Create streaming context

with model.transcribe_stream(context_size=(256, 256)) as transcriber:
    # Add audio chunks here
    pass

Add audio chunks

with model.transcribe_stream(context_size=(256, 256)) as transcriber:
    # Process audio chunks
    transcriber.add_audio(audio_chunk)
    
    # Get current result
    result = transcriber.result
    print(result.text)

Complete Example

Here’s a complete example that simulates real-time streaming:

import mlx.core as mx
from parakeet_mlx import from_pretrained
from parakeet_mlx.audio import load_audio

# Load model
model = from_pretrained("mlx-community/parakeet-tdt-0.6b-v3")

# Create streaming context
with model.transcribe_stream(
    context_size=(256, 256),  # (left_context, right_context) frames
    depth=1,                   # Cache depth
) as transcriber:
    # Load audio (in practice, this would come from a microphone)
    audio_data = load_audio(
        "audio_file.wav",
        model.preprocessor_config.sample_rate
    )
    
    # Process in 1-second chunks
    chunk_size = model.preprocessor_config.sample_rate  # 1 second
    
    for i in range(0, len(audio_data), chunk_size):
        chunk = audio_data[i:i + chunk_size]
        
        # Add audio chunk
        transcriber.add_audio(chunk)
        
        # Get current transcription
        result = transcriber.result
        
        # Display update
        print(f"\rCurrent: {result.text}", end="")
    
    # Final result
    print(f"\n\nFinal: {result.text}")

Parameters

context_size

tuple[int, int]

default:"(256, 256)"

A tuple of (left_context, right_context) specifying the attention window size in encoder frames.

left_context: How many frames to look back
right_context: How many frames to look ahead

Larger values provide more context but increase memory usage.

# Small context (lower latency, less accuracy)
with model.transcribe_stream(context_size=(128, 128)) as transcriber:
    pass

# Large context (higher latency, more accuracy)
with model.transcribe_stream(context_size=(512, 512)) as transcriber:
    pass

depth

int

default:"1"

Number of encoder layers that preserve exact computation across chunks.

depth=1: Only first encoder layer matches non-streaming computation exactly
depth=2: First two layers match exactly
depth=N: Full equivalence to non-streaming forward pass (where N is total layers)

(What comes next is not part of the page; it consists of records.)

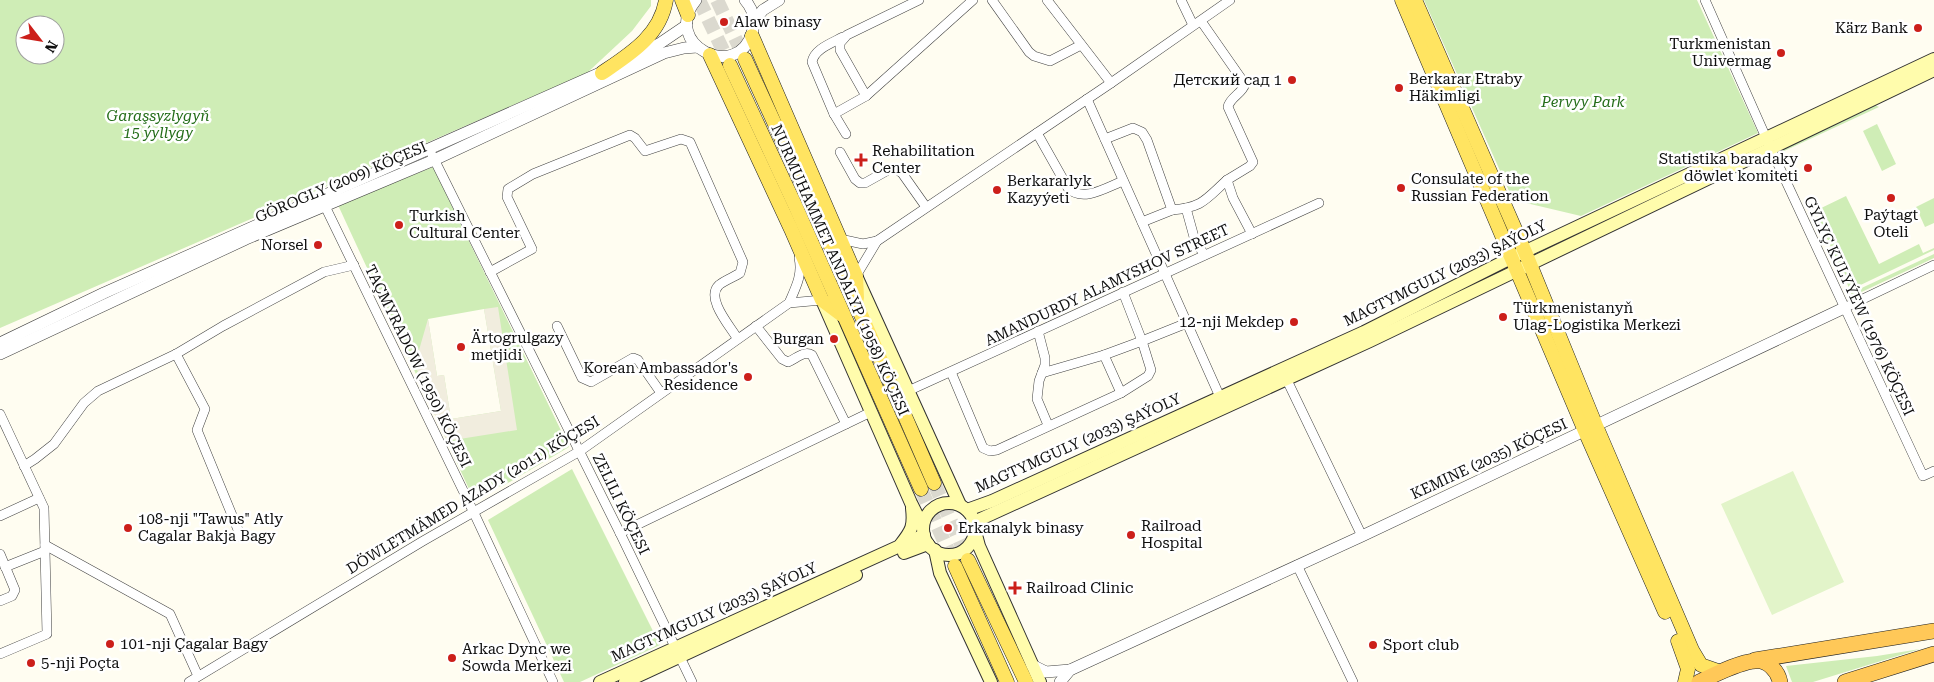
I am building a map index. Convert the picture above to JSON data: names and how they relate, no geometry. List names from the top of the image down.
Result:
{
  "streets": {
    "main road": ["NURMUHAMMET ANDALYP (1958) KÖÇESI", "MAGTYMGULY (2033) ŞAÝOLY"],
    "street": [
      "GÖROGLY (2009) KÖÇESI",
      "AMANDURDY ALAMYSHOV STREET",
      "GYLYÇ KULYÝEW (1976) KÖÇESI",
      "TAÇMYRADOW (1950) KÖÇESI",
      "KEMINE (2035) KÖÇESI",
      "DÖWLETMÄMED AZADY (2011) KÖÇESI",
      "ZELILI KÖÇESI"
    ]
  },
  "crossings": [
    ["GÖROGLY (2009) KÖÇESI", "TAÇMYRADOW (1950) KÖÇESI"],
    ["GÖROGLY (2009) KÖÇESI", "ZELILI KÖÇESI"],
    ["MAGTYMGULY (2033) ŞAÝOLY", "GYLYÇ KULYÝEW (1976) KÖÇESI"],
    ["MAGTYMGULY (2033) ŞAÝOLY", "ZELILI KÖÇESI"],
    ["GYLYÇ KULYÝEW (1976) KÖÇESI", "KEMINE (2035) KÖÇESI"],
    ["TAÇMYRADOW (1950) KÖÇESI", "DÖWLETMÄMED AZADY (2011) KÖÇESI"],
    ["DÖWLETMÄMED AZADY (2011) KÖÇESI", "ZELILI KÖÇESI"]
  ],
  "parks": ["Pervyy Park", "Garaşsyzlygyň 15 ýyllygy"],
  "places": {
    "other": [
      "Alaw binasy",
      "Kärz Bank",
      "Turkmenistan Univermag",
      "Детский сад 1",
      "Berkarar Etraby Häkimligi",
      "Statistika baradaky döwlet komiteti",
      "Consulate of the Russian Federation",
      "Berkararlyk Kazyýeti",
      "Paýtagt Oteli",
      "Turkish Cultural Center",
      "Norsel",
      "Türkmenistanyň Ulag-Logistika Merkezi",
      "12-nji Mekdep",
      "Burgan",
      "Ärtogrulgazy metjidi",
      "Korean Ambassador's Residence",
      "108-nji \"Tawus\" Atly Cagalar Bakja Bagy",
      "Erkanalyk binasy",
      "Railroad Hospital",
      "101-nji Çagalar Bagy",
      "Sport club",
      "Arkac Dync we Sowda Merkezi",
      "5-nji Poçta"
    ],
    "health": ["Rehabilitation Center", "Railroad Clinic"]
  },
  "north": "bottom right"
}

Higher depth improves consistency with non-streaming mode but uses more memory.

# Minimal cache (lower memory)
with model.transcribe_stream(depth=1) as transcriber:
    pass

# More consistent with non-streaming (higher memory)
with model.transcribe_stream(depth=4) as transcriber:
    pass

keep_original_attention

bool

default:"False"

Whether to preserve the original attention mechanism.

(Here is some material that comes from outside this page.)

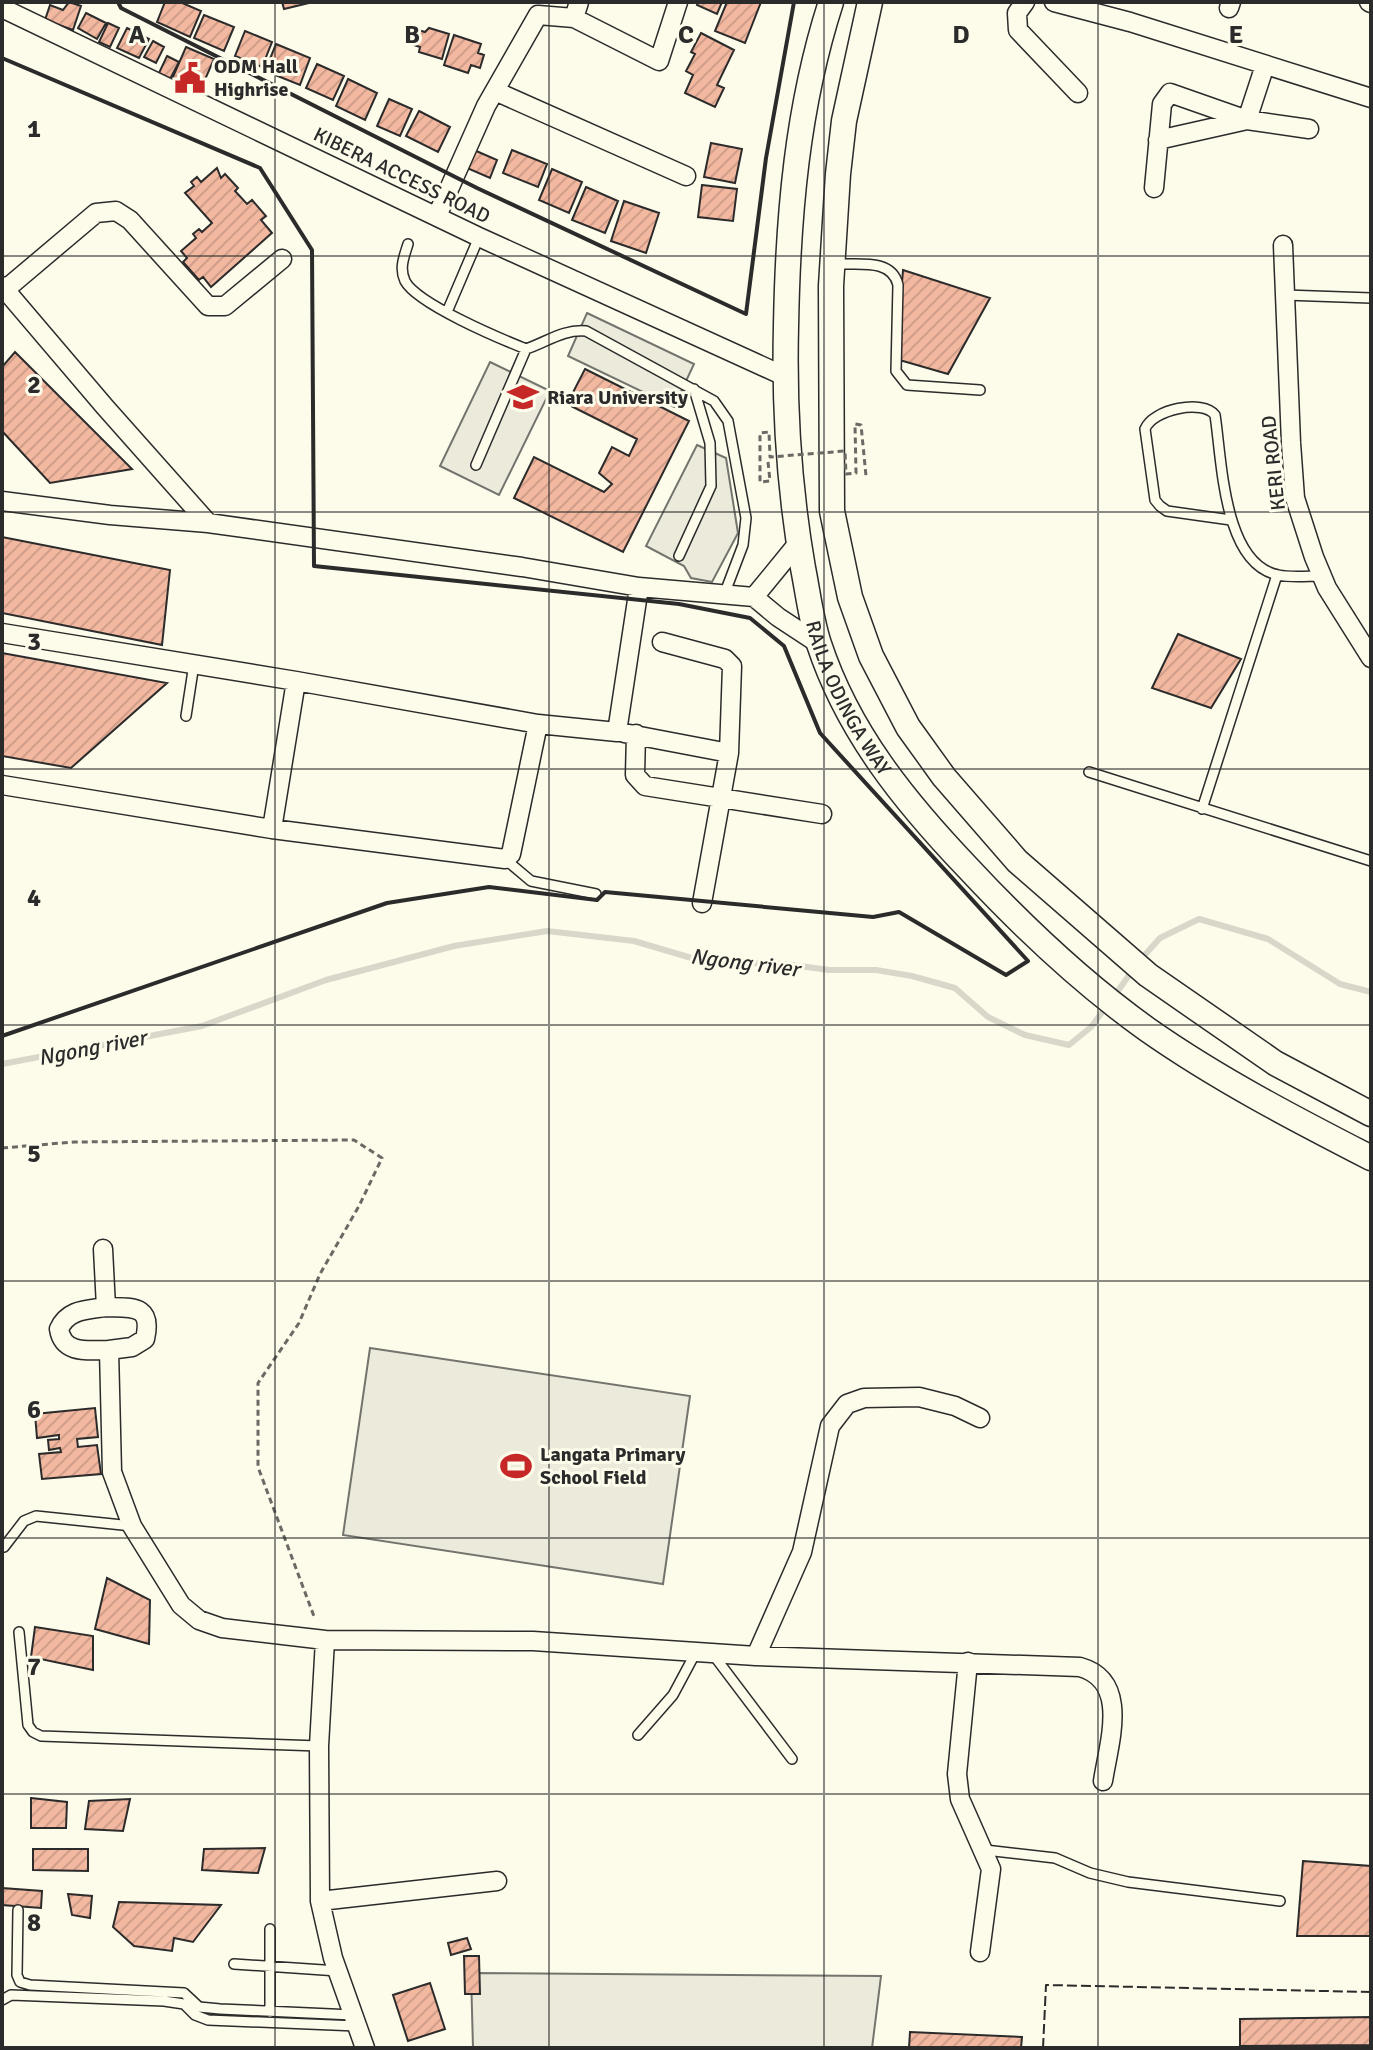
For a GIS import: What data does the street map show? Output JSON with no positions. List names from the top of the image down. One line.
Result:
{"streets":{"main road":["RAILA ODINGA WAY"],"street":["KIBERA ACCESS ROAD","KERI ROAD"]},"crossings":[["KIBERA ACCESS ROAD","RAILA ODINGA WAY"]],"water":["Ngong river"],"places":{"public building":["ODM Hall Highrise"],"school or university":["Riara University"],"sports":["Langata Primary School Field"]},"grid":{"columns":["A","B","C","D","E"],"rows":["1","2","3","4","5","6","7","8"]}}
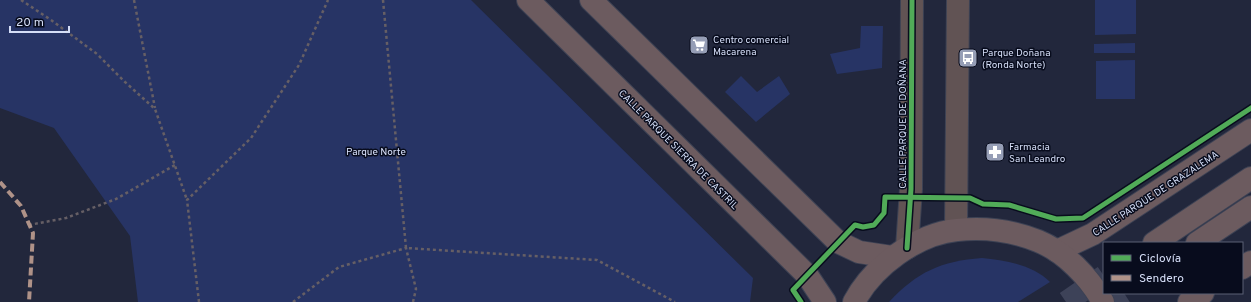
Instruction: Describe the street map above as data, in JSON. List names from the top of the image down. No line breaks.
{"streets":{"main road":["CALLE PARQUE SIERRA DE CASTRIL","CALLE PARQUE DE GRAZALEMA"],"street":["CALLE PARQUE DE DOÑANA"]},"parks":["Parque Norte"],"places":{"supermarket":["Centro comercial Macarena"],"bus stop":["Parque Doñana (Ronda Norte)"],"pharmacy":["Farmacia San Leandro"]},"legend":["Ciclovía","Sendero"],"scale_bar":"20 m"}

False: Switches to local attention (recommended for streaming)
True: Keeps original attention (less suitable for streaming)

# Use local attention (recommended)
with model.transcribe_stream(keep_original_attention=False) as transcriber:
    pass

# Keep original attention
with model.transcribe_stream(keep_original_attention=True) as transcriber:
    pass

decoding_config

DecodingConfig

default:"DecodingConfig()"

Configuration for decoding and sentence splitting. See Python API for details.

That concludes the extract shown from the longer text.